** Opening GIVEN ENTRIES block **
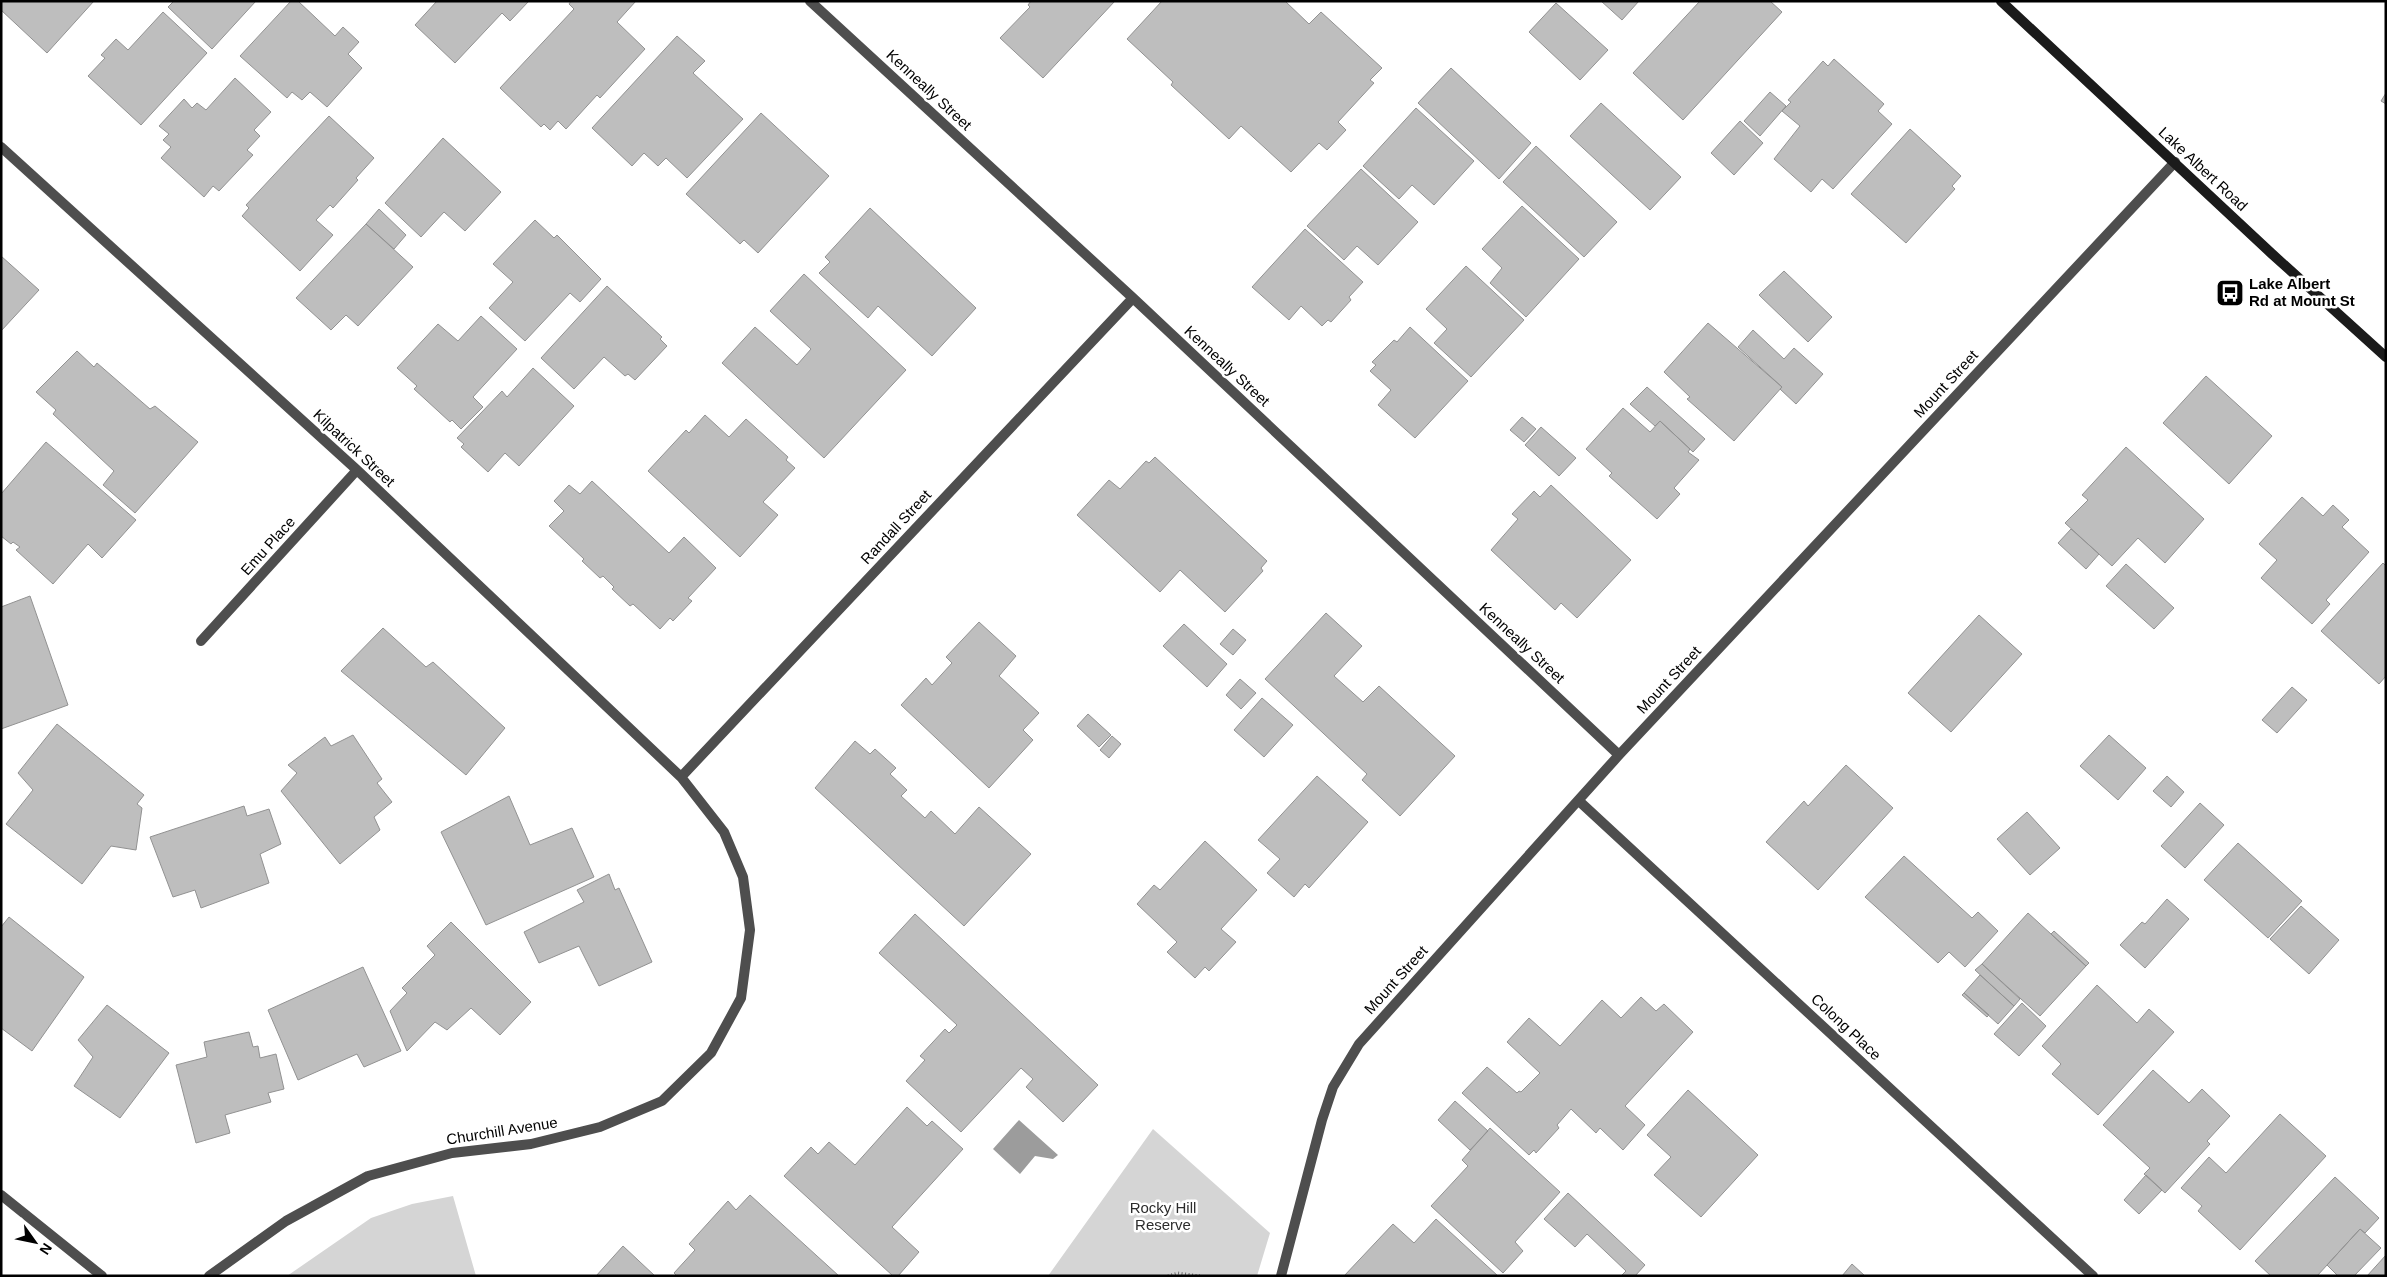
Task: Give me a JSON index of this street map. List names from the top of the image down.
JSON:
{
  "streets": {
    "main road": ["Lake Albert Road"],
    "street": [
      "Kenneally Street",
      "Mount Street",
      "Kilpatrick Street",
      "Randall Street",
      "Emu Place",
      "Colong Place",
      "Churchill Avenue"
    ]
  },
  "crossings": [
    ["Kenneally Street", "Mount Street"],
    ["Kenneally Street", "Randall Street"],
    ["Lake Albert Road", "Mount Street"],
    ["Mount Street", "Colong Place"],
    ["Kilpatrick Street", "Randall Street"],
    ["Kilpatrick Street", "Emu Place"],
    ["Kilpatrick Street", "Churchill Avenue"],
    ["Randall Street", "Churchill Avenue"]
  ],
  "parks": ["Rocky Hill Reserve"],
  "places": {
    "bus stop": ["Lake Albert Rd at Mount St"]
  },
  "north": "bottom right"
}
** Closing GIVEN ENTRIES block **
**TRY IT**: All lines above are to be restated word for word, with pictures excluded.

**SOLVED PROBLEM**:
Task: Give me a JSON index of this street map. List names from the top of the image down.
JSON:
{
  "streets": {
    "main road": ["Lake Albert Road"],
    "street": [
      "Kenneally Street",
      "Mount Street",
      "Kilpatrick Street",
      "Randall Street",
      "Emu Place",
      "Colong Place",
      "Churchill Avenue"
    ]
  },
  "crossings": [
    ["Kenneally Street", "Mount Street"],
    ["Kenneally Street", "Randall Street"],
    ["Lake Albert Road", "Mount Street"],
    ["Mount Street", "Colong Place"],
    ["Kilpatrick Street", "Randall Street"],
    ["Kilpatrick Street", "Emu Place"],
    ["Kilpatrick Street", "Churchill Avenue"],
    ["Randall Street", "Churchill Avenue"]
  ],
  "parks": ["Rocky Hill Reserve"],
  "places": {
    "bus stop": ["Lake Albert Rd at Mount St"]
  },
  "north": "bottom right"
}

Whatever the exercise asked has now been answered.